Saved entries
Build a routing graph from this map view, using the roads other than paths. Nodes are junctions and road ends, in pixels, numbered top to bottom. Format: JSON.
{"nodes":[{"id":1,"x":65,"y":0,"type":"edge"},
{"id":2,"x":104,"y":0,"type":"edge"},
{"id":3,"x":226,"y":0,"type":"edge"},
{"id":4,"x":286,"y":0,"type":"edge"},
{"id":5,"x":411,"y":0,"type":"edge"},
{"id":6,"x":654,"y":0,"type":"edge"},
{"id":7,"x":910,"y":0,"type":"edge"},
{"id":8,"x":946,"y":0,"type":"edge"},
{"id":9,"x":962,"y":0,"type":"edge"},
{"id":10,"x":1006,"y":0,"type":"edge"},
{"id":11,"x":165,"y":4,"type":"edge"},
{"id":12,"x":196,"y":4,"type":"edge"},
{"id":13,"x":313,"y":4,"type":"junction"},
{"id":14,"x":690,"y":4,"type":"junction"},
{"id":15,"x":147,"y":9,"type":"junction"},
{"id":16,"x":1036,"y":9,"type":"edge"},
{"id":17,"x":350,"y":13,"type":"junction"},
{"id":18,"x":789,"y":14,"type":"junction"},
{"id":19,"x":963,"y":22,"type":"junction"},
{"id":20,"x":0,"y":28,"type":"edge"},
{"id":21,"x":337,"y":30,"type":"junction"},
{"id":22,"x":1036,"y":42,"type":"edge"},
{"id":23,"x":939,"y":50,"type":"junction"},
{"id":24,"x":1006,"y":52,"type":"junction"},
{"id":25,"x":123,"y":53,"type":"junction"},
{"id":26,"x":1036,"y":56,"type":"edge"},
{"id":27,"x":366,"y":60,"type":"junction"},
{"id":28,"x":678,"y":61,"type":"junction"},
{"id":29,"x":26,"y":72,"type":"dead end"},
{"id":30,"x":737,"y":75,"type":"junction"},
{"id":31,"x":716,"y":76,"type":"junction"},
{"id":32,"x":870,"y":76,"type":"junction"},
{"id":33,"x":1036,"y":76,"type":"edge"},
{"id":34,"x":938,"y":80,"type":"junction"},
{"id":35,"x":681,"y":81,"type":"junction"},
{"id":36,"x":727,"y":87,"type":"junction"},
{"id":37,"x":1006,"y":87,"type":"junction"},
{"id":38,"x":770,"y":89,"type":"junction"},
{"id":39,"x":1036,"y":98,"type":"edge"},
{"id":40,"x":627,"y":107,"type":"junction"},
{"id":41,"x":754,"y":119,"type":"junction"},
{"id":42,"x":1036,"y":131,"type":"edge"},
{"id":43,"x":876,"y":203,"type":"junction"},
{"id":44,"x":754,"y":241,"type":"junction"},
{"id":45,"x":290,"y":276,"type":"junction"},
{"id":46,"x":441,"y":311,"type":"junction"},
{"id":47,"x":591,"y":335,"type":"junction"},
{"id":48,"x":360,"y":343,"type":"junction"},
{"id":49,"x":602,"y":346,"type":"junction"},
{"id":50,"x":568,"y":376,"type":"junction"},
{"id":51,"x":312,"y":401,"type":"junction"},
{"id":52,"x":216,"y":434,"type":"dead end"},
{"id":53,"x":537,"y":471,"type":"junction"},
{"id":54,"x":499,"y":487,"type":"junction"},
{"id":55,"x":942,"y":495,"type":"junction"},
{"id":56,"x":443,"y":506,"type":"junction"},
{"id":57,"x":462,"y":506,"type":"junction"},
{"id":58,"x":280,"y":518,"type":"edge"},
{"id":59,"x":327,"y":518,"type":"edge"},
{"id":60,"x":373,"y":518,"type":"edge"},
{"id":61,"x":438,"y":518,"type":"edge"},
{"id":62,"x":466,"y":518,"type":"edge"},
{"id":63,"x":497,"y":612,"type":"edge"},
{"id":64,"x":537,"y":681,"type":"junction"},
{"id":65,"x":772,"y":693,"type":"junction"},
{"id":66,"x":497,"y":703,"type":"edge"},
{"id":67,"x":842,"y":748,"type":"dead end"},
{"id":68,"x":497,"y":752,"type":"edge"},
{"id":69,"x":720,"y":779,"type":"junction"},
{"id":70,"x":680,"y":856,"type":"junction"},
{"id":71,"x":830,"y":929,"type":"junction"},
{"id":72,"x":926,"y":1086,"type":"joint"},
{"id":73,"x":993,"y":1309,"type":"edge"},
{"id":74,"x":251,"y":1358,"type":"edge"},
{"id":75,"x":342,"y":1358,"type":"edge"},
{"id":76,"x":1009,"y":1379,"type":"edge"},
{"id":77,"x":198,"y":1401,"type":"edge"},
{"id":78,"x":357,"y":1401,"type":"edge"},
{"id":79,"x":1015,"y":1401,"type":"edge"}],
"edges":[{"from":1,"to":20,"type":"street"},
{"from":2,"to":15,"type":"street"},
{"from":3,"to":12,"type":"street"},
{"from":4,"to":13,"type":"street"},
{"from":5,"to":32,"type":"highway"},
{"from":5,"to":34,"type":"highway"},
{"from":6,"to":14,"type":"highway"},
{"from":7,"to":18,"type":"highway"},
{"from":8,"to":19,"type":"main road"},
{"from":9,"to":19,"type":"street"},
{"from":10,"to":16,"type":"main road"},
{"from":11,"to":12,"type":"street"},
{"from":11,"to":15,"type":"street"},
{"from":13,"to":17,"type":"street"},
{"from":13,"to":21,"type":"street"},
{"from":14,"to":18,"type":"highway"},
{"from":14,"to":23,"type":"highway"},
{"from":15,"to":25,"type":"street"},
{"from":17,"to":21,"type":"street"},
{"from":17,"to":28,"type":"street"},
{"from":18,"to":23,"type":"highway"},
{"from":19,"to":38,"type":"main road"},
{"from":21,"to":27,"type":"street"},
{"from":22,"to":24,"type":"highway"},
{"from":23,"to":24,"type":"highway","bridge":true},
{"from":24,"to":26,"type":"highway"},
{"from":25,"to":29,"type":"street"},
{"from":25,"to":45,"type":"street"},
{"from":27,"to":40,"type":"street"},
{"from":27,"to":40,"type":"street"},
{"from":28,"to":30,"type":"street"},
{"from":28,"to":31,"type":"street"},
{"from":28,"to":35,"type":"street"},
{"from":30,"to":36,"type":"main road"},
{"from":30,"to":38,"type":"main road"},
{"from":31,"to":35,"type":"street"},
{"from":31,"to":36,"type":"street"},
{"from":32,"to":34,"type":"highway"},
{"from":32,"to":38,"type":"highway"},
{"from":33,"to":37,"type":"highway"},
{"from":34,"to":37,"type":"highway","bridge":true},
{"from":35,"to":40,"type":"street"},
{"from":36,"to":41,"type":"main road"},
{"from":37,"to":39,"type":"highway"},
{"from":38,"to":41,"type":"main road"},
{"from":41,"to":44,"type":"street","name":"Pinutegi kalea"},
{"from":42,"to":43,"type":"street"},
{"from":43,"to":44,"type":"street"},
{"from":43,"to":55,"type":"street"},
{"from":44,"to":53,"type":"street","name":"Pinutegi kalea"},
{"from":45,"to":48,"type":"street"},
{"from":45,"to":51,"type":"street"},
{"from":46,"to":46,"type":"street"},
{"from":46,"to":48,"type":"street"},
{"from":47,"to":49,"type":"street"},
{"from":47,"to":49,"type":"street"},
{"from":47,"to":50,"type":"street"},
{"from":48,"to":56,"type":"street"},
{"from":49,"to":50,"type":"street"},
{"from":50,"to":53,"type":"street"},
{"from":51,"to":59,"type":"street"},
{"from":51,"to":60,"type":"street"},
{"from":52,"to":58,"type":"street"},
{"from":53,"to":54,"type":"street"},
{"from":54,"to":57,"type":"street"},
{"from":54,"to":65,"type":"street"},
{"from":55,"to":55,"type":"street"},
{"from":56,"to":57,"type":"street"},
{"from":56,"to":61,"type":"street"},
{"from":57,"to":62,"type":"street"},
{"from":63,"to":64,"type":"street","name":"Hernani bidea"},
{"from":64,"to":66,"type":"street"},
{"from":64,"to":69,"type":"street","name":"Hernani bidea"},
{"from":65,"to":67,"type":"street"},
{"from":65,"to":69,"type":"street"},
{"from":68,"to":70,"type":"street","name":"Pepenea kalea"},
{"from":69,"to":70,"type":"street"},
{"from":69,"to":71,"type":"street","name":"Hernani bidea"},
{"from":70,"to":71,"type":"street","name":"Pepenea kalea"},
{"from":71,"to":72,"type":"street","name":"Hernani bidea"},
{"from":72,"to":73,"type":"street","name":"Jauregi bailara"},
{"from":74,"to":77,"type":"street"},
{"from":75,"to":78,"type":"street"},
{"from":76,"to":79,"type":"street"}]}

▸ **Your objective**
What are the lines of the data above that include the string "bidea"? Copy them.

▸ **Result of this task**
{"from":63,"to":64,"type":"street","name":"Hernani bidea"},
{"from":64,"to":69,"type":"street","name":"Hernani bidea"},
{"from":69,"to":71,"type":"street","name":"Hernani bidea"},
{"from":71,"to":72,"type":"street","name":"Hernani bidea"},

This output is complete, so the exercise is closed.